I mean. It's just a fly. It's not like they even know me. So technically, it's not a rejection. Is it?
My fearless editor said I should go out there and find some secret Zen incarnation of a fishing hole and then hurry back on deadline to reveal its precise location to our beloved readers. Normally, he wants me to hurry out and write about town council meetings -- so when he suggested the secret fishing hole idea, I was out the door before he finished the sentence.
So here I stand, at one of the deep spots the nice fellow from the Tonto Creek Hatchery stocks on his weekly run.
No doubt about it, this is an awesome fishing hole -- chock-full of fish. The woods climb the hillside away from the creekside. Not 10 minutes ago, a female elk the size of a furry-footed Clydesdale came crashing through the trees and stood there just across the creek -- slack-jawed and astonished to find me at her watering hole.
The wind at the front of a storm front shivers through the leaves overhead. The rich, damp, earth smell rises from the creek. I'm half high on thunderstorm ozone. Save for the mockery of the peanut-brained hatchery trout, I'm in this fervored, Zennish state of bliss. So, yeah. It's the perfect fishing hole.
Except, of course, I obviously ain't gonna catch any fish.
Shouldn't the perfect fishing hole be a place where you catch fish?
Hmmm. Best keep looking.
Two trout come to the surface in the middle of the pond. One flips my fly to his buddy, who bats it back, laughing. They play badminton for a little bit with my fly -- while the rest of the rainbows clap their little fins.
So I reel in my fly, advise my poor little Pinocchio mosquito not to take it to heart that he's just string and fluff and that all those mean trout are making fun of him. I love him. That should be enough.
So we head off along the stream -- my fly and I.
I climb up some rocks and down some rocks. I cross on a narrow log with the instinctive grace of a one-legged orangutan on hallucinogens. I slip off a rock and bruise my shin and douse my cell phone.
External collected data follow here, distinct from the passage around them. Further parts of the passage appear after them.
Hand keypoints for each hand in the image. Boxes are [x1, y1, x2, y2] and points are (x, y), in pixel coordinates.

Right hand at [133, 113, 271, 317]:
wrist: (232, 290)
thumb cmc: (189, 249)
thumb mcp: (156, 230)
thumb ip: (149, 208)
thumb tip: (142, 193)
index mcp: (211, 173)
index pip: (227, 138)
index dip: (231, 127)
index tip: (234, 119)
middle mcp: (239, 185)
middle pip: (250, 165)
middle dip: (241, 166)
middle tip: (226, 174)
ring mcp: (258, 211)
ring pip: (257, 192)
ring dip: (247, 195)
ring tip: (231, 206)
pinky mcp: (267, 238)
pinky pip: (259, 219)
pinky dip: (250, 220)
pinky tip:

And after a certain amount of adventure, I come to a place where the stream has cut a wide, deep slot in flood-smoothed granite. The pool is protected from the upstream trout stocking by a small waterfall -- so I know that it harbors no fish. I have made a deep study of trout and their habits. I know where to find them. This narrow pool contains no fish to mock me -- except, perhaps, for some gleam of a minnow that spawned in a raindrop.
It is nearly dark. The rain has gathered force -- and falls now in a cheerful spatter, making dozens of spreading rings like so many rising trout.
I care not a whit for fish. I'm drunk on the sound of the little waterfall at the head of the pool and the smack of the raindrops and the smell of the storm and the gathering of the darkness. The insect-hunting swifts with their heartlong skims across the water have already given way to the crazed flutter of the moth-loving bats.
So I uncoil my line and cast my fly upon the empty water, a ritual gesture to express my reverence for the moment.
The trout takes my fly the instant it hits the water -- and runs off with the line. I stand, thunderstruck, watching the line zigzag. He is the Michael Jordan of East Verde River trout. I could tie him to a rowboat and sell rides to children. He could swallow ducks and frighten bullfrogs.
So I play him and bring him close and compliment him on his rainbow and thank him on behalf of myself and my fly-- as we are both feeling all better. Then I take out my surgeon's lock clips and extract my fly and send him back out into the perfect trout pool.
The editor says I should tell you exactly how to find this pool -- this being my job and all.
But I won't do it.
You can pierce my ear with a barbed fly on the back stroke (been there, done that).
You can break my toe on a rock (been there, done that).
You can make me lick that disgusting gunk that makes the flies float (been there, done that).
But I ain't telling. It's for your own good. The perfect fishing hole is not a place, it's a state of mind, it's a fluke of fate, it is a happy accident. I cannot give you directions.
Please do not tell the editor this -- but I already knew this about fishing holes before I set out.
It was a trick to get out of the office. And it worked.